Всегда удивляешься, насколько нежными были указания Штайнера в связи с коррекцией односторонней конституции. При тенденции к слишком глубокому проникновению Я он рекомендует так строить урок, чтобы у ученика возникало выраженное личное образное отношение к предмету преподавания. При этом важно активировать волю к тому, чтобы найти образ, творческое выражение пережитого опыта или чтобы интенсивно прожить этот опыт в слушании и речи. Таким образом, Я, пробуждающееся в душе, учится находить и переживать себя в душевно–духовной сфере.

Если же связь Я с телесностью скорее тонкая, то нам рекомендуется преподавать так, чтобы предмет возбуждал в первую очередь мышление ребенка, а также силы памяти. Представление о географии, понимание исторических событий, математики и геометрии, – об этом идет речь.

Все высказывания Штайнера по поводу материала урока сводятся к решающему требованию к учителю: он должен творчески преподносить свой материал.

Как действует на нас искусство. Мы идем в музей. Кроме того, что через два часа наши ноги начинают болеть от усталости, происходит ли с нами что-нибудь еще? Чувствуешь, что необходимо посылать в глаза некую силу для того, чтобы открыться картине или скульптуре, чтобы они смогли сказать что-то нашей душе. Для одних этот процесс привычен, другим надо приложить некоторые усилия. И вот мы вышли из музея. Нам кажется, что все картины еще находятся в нашей голове. Но вот переживания медленно оседают. Это переживается как укрепление области структуры, внутренней крепости или как очищение органов чувств. Душа впитывает образы картин, но больше в нервно–чувственной области.

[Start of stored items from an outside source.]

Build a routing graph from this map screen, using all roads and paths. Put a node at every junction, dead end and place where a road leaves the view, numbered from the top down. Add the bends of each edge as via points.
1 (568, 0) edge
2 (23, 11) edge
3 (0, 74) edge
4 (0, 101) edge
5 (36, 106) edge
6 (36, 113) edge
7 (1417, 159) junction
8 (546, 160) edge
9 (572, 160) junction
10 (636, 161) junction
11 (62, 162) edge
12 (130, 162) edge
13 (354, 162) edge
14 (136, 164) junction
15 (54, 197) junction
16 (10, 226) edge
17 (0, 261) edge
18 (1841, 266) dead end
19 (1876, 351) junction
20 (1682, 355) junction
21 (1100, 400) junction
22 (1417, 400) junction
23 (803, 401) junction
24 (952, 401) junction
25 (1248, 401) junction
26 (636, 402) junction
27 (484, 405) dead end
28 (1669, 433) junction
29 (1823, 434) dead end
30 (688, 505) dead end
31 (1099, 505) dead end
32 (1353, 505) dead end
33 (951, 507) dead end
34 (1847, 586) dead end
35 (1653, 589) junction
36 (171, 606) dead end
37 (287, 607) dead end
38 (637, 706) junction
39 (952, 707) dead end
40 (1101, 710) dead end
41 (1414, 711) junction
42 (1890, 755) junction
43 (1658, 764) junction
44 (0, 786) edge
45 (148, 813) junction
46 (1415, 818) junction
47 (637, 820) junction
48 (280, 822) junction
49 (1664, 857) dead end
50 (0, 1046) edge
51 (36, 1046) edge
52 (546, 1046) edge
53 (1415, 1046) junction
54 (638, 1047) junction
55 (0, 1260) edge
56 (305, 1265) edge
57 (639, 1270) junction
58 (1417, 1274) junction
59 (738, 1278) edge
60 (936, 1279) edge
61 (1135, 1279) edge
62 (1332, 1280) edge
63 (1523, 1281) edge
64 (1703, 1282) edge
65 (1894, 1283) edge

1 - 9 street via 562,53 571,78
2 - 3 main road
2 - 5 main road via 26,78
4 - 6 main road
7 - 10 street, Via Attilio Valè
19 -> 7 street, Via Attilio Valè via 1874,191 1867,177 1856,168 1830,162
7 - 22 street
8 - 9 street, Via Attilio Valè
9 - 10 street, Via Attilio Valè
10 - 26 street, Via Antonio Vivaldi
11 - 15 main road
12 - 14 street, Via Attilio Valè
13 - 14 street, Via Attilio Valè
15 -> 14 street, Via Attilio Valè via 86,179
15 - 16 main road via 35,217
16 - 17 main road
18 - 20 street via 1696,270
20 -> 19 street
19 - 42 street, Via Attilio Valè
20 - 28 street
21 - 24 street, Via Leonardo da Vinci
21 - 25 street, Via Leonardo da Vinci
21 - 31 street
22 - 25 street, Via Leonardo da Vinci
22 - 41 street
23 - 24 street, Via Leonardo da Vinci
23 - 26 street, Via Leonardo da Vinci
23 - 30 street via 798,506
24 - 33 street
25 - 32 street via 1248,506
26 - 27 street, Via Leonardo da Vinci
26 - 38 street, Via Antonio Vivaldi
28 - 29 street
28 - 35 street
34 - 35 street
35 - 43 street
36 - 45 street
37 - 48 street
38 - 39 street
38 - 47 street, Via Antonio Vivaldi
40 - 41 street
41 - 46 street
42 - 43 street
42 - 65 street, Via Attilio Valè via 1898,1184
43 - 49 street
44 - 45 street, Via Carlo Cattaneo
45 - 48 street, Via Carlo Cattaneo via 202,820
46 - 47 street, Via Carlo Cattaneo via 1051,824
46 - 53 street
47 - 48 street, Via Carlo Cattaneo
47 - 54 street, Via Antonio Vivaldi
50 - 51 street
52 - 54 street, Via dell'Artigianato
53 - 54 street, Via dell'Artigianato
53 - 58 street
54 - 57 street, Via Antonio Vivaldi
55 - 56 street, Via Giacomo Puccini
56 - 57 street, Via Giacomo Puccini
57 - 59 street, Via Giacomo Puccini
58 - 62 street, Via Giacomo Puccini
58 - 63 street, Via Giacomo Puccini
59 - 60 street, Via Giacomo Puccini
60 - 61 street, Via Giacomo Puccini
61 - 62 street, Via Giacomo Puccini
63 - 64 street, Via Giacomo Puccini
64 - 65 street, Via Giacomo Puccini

Вот мы идем на концерт. Там мы сидим. Мы полностью забываем о своем теле. Мы становимся одним большим ухом. Можно почти «забыть» о дыхании. Мы растворяемся во временном потоке звуков. Чувствуешь, как душа колеблется в такт музыке. И вот концерт окончен, и мы снова стоим на улице. Кажется, будто нас еще окружает облако звуков. Чувствуешь себя совершенно отдохнувшим и бодрым, причем источник этой бодрости не в теле, а в душе.

Это очень тонкие ощущения, но они стоят того, чтобы попытаться их поймать и пережить. Если пережить с такой же чувствительностью праздник месяца в школе, когда оба эти способа восприятия находятся в гармонии, то можно не только приобрести богатый опыт, но также и испытать педагогическое переживание воздействия искусства в воспитании. Способность получать подобный опыт играет в наше время большое значение. Подчас даже мы, учителя, сомневаемся в целесообразности художественного элемента, т.к. мы недостаточно хорошо знаем о его воздействии. Как часто в вальдорфской педагогике искусство рассматривается как самоцель, а не как средство?

Если поставить перед собой задачу узнать, как действуют рассмотренные художественные противоположности на школьников, то можно подойти на шаг ближе к пониманию актуальности искусства воспитания. Если мы приложим усилия в данном направлении, то сможем ответить на справедливый вопрос о правильном месте искусства в преподавании. Вопрос о том, что целесообразно, а что – нет, обладает очищающей силой в отношение вопроса о том, как преподавать.